WATSON; The problem for the government
is that, unlike those politicians who are close to the Loyalist paramilitaries,
Sinn Fein sit on the Northern Ireland Executive, so declaring the IRA cease-fire
over could be tantamount to declaring that the peace process is over; the
Short Strand area is of strong symbolic significance to Republicans; a
nascent Provisional IRA carried out one of its first ever actions in the
grounds of St Matthews church thirty two years ago when three Protestants,
they say were part of a marauding mob were killed. Now, after two acts
of decommissioning, the IRA may be keen to prove that they haven't abandoned
Catholic communities under siege, but Sinn Fein say it's just ordinary
householders protecting their property
McGUINNESS; Whenever homes are being blast
bombed, paint bombed, petrol bombed, shot at by Loyalists, people come
climbing over walls and into communities, the people come onto the streets
and defend their community. No Republican involvement anywhere in the
world. That would have happened anywhere in the world. People have a right
to defend themselves against this aggression, now really - really what
WATSON: Are the IRA effectively
defending their own community?
McGUINNESS: Well I don't know what
the IRA are doing. I - I am dealing with the root of the difficulty here,
and take it from me the IRA are not the root of difficulty in Belfast.
WATSON: Last week on this programme
the Sinn Fein chairman Mitchel Mclaughlin refused to condemn an attack
on a Catholic recruit to the new police service. That now appears not have
been a spontaneous reaction, but a strategic decision by Sinn Fein. Their
refusal to endorse the new police service allows them to differentiate
themselves from their Nationalist political rivals, the SDLP.
Would you condemn the
attack on the Catholic recruit?
McGUINNESS: My position is very, very,
clear. I deplore all causes of conflict and all violence within our society.
It's very clear.
WATSON: But do you condemn that
McGUINNESS: I can't be any clearer than
what I've just said. I deplore all injustice. Don't ask about one specific
WATSON: Why not?
McGUINNESS: I have just come from a community
yesterday, that has been attacked on a daily basis, by Loyalist paramilitaries
and you don't ask me, my views on that?
WATSON: I did and you condemned
McGUINNESS: No, I don't...
WATSON: You condemned the Loyalist
attack. But do you also condemn the attack on the Catholic recruit.
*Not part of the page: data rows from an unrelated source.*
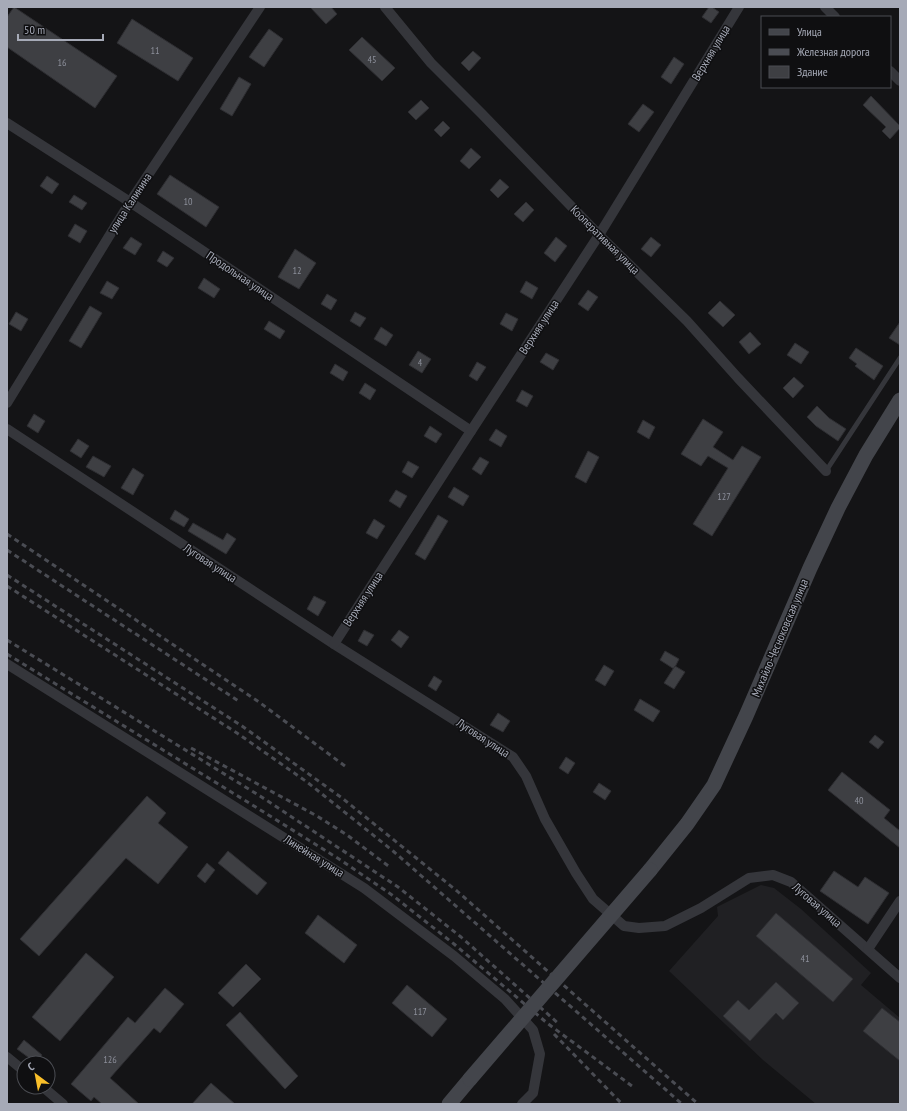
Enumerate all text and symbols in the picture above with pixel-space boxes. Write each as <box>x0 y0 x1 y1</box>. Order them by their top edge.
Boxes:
scale bar <box>18 16 103 42</box>
legend <box>761 16 891 88</box>
text: 50 m <box>24 22 45 37</box>
street label: Верхняя улица <box>688 22 733 83</box>
text: Улица <box>797 24 822 39</box>
house number: 11 <box>151 44 160 57</box>
text: Железная дорога <box>796 44 870 59</box>
house number: 45 <box>368 53 377 66</box>
house number: 16 <box>58 56 67 69</box>
text: Здание <box>797 64 828 79</box>
street label: улица Калинина <box>105 170 155 236</box>
house number: 10 <box>184 195 193 208</box>
street label: Кооперативная улица <box>568 202 643 277</box>
street label: Продольная улица <box>204 247 277 304</box>
house number: 12 <box>293 264 302 277</box>
street label: Верхняя улица <box>515 296 562 357</box>
house number: 4 <box>418 356 423 369</box>
house number: 127 <box>717 490 731 503</box>
street label: Луговая улица <box>180 539 240 585</box>
street label: Верхняя улица <box>339 568 386 629</box>
street label: Михайло-Чесноковская улица <box>748 576 811 699</box>
street label: Луговая улица <box>453 714 513 760</box>
house number: 40 <box>855 794 864 807</box>
street label: Линейная улица <box>280 831 347 880</box>
street label: Луговая улица <box>789 878 845 930</box>
house number: 41 <box>801 952 810 965</box>
house number: 117 <box>413 1005 427 1018</box>
house number: 126 <box>103 1053 117 1066</box>
north arrow <box>16 1055 56 1095</box>
text: С <box>25 1059 37 1074</box>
McGUINNESS: I'm sorry... I'm sorry but
I don't be asked specifically - no one comes to me for example from the
BBC with a specific agenda to deal with a situation where Catholics are
being attacked by Loyalist paramilitaries
WATSON: Anti-Agreement Unionists
were defeated at yesterday's meeting of the party's executive in their
attempt to get David Trimble to set a date for pulling out of the government
with Sinn Fein. But party officers will meet to consider action against
the Republicans this Friday. If they don't take a tough enough line, some
of David Trimble's opponents inside the party are threatening to call a
meeting of the much larger and less leadership-friendly, Ulster Unionist
Council - where they'll try to force him to resign from the government
of Northern Ireland.
BURNSIDE: I don't believe that
Unionists will have any credibility if they continue in the Executive with
Sinn Fein, the political mouthpiece of the Republican Movement which incorporates
the provisional IRA that continue to be involved in terrorism and violence
domestically and internationally. It must be brought to a crunch as soon
as possible and I don't believe we as an Ulster Unionist party can allow
it to drift through the summer, I think it must be done this month.
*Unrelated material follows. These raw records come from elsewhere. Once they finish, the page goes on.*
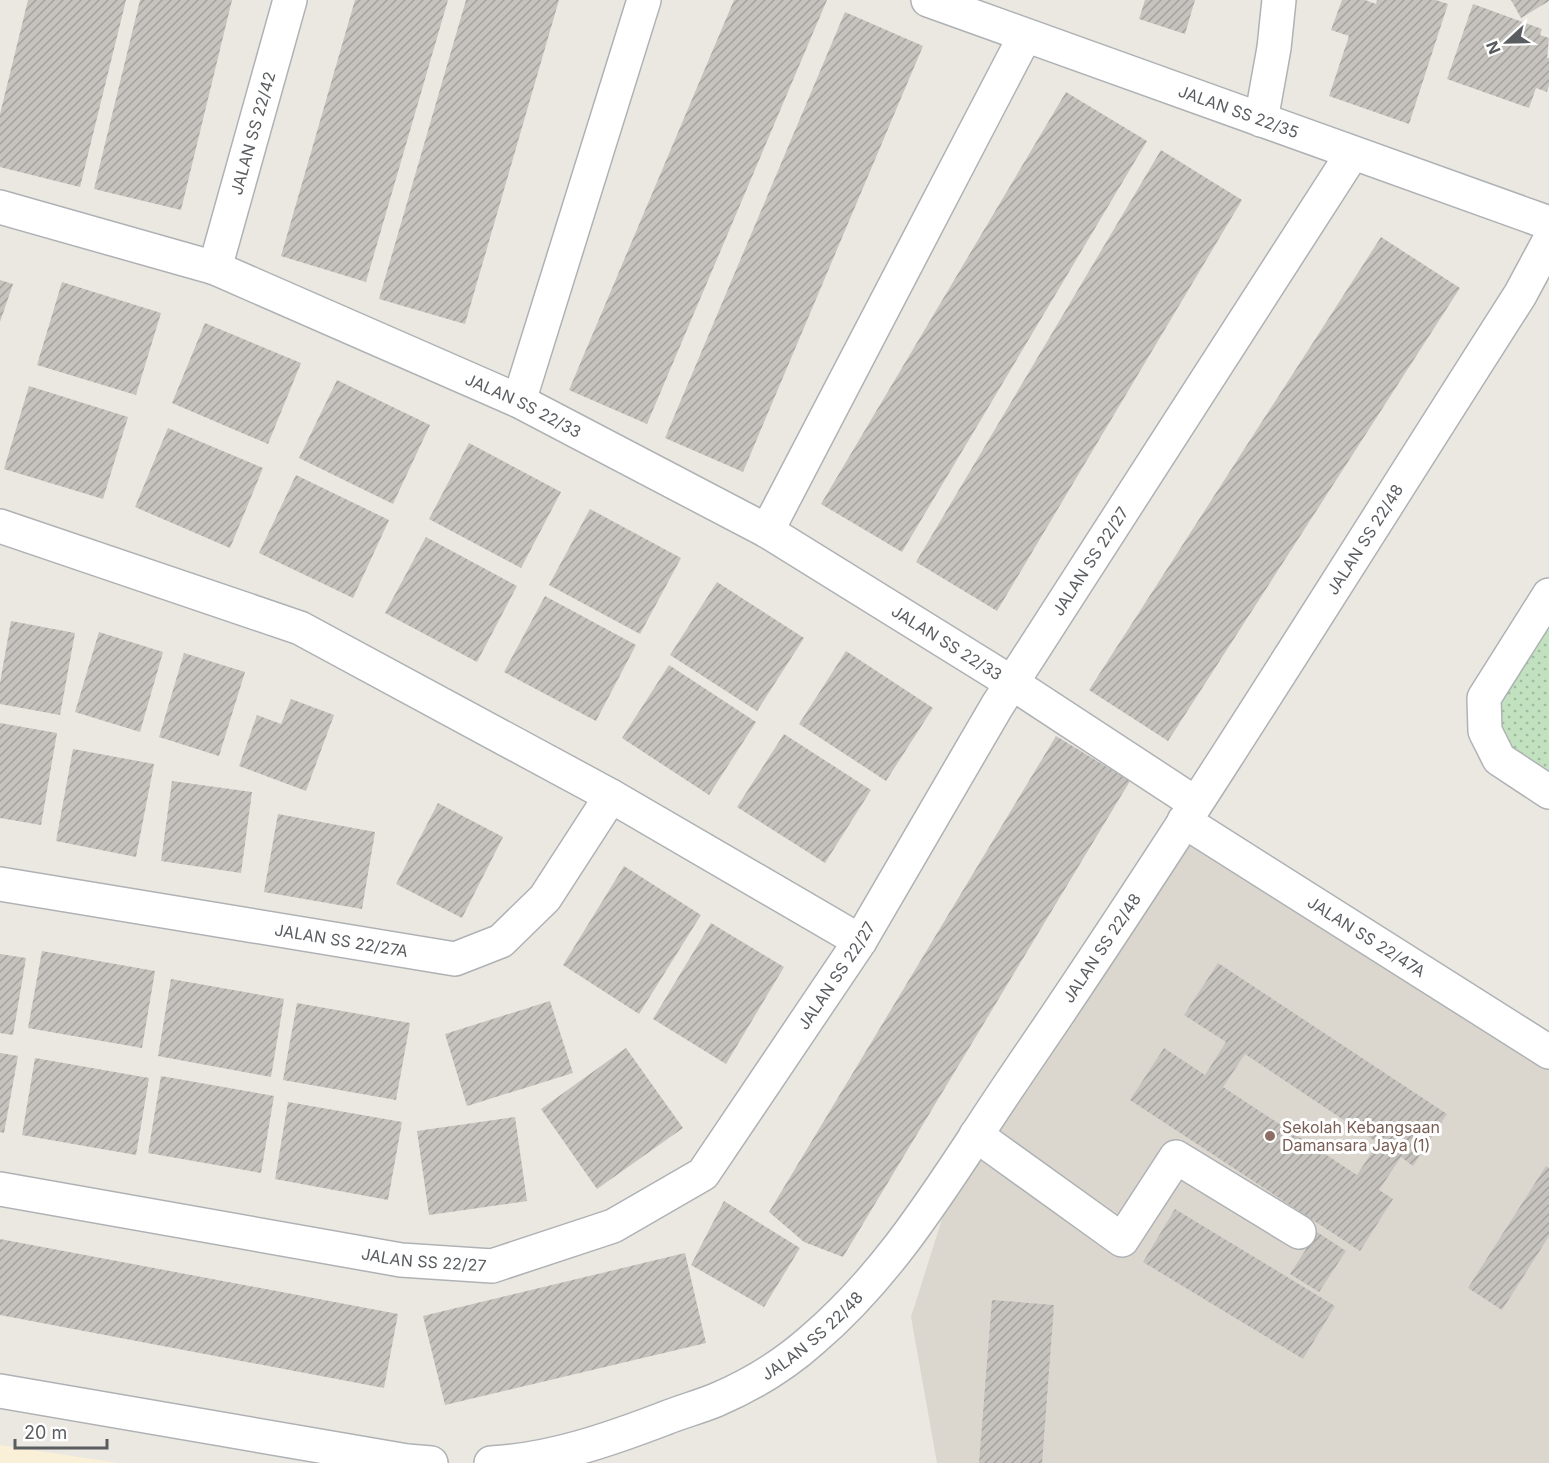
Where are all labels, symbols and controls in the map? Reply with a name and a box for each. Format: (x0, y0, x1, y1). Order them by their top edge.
north arrow (1477, 12, 1537, 72)
text: N (1482, 38, 1505, 57)
street label: JALAN SS 22/42 (226, 69, 279, 197)
street label: JALAN SS 22/35 (1176, 81, 1301, 142)
street label: JALAN SS 22/33 (462, 369, 585, 442)
street label: JALAN SS 22/48 (1322, 480, 1407, 598)
street label: JALAN SS 22/27 (1048, 503, 1133, 619)
street label: JALAN SS 22/33 (888, 601, 1006, 684)
street label: JALAN SS 22/48 (1058, 890, 1145, 1007)
street label: JALAN SS 22/47A (1304, 892, 1429, 981)
street label: JALAN SS 22/27 (793, 918, 879, 1033)
street label: JALAN SS 22/27A (273, 919, 410, 961)
place label: Sekolah Kebangsaan Damansara Jaya (1) (1282, 1117, 1440, 1155)
marker: Sekolah Kebangsaan Damansara Jaya (1) (1263, 1129, 1277, 1143)
street label: JALAN SS 22/27 (360, 1243, 487, 1276)
street label: JALAN SS 22/48 (758, 1287, 867, 1384)
scale bar (15, 1412, 106, 1450)
text: 20 m (24, 1422, 67, 1443)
WATSON: One small island off the
coast of Britain where symbols of identity aren't contentious is the tax
haven of Jersey, the venue for last week's meeting of the British/Irish
council. It should have been all about the knowledge economy but it soon
became the impromptu venue for the Prime Minister to get up to speed on
the developments in Northern Ireland. He agreed to convene a meeting of
all pro agreement parties, but the Unionist delegation was pressing for
something more firm.
The formal business of
the British/Irish council was conducted here in this room but many of the
real negotiations took place on the sidelines. Pro-Agreement Unionists
have been lobbying the government intensely to punish Sinn Fein for what
they see as a breach in the IRA ceasefire. They say a lack of willingness
by the government to take on Republicans, simply plays into the hands of
anti-Agreement Unionists and they are becoming increasingly frustrated
that the government's rhetoric against paramilitary activity simply isn't
backed by explicit threats of sanctions against Sinn Fein.
David Trimble had drawn
up a list of demands involving action against Sinn Fein, short of leaving
the Northern Ireland Executive, which he presented to the Prime Minister.
But his pro-Agreement colleagues say without visible support from Tony
Blair, the option of walking out of government may yet become inevitable.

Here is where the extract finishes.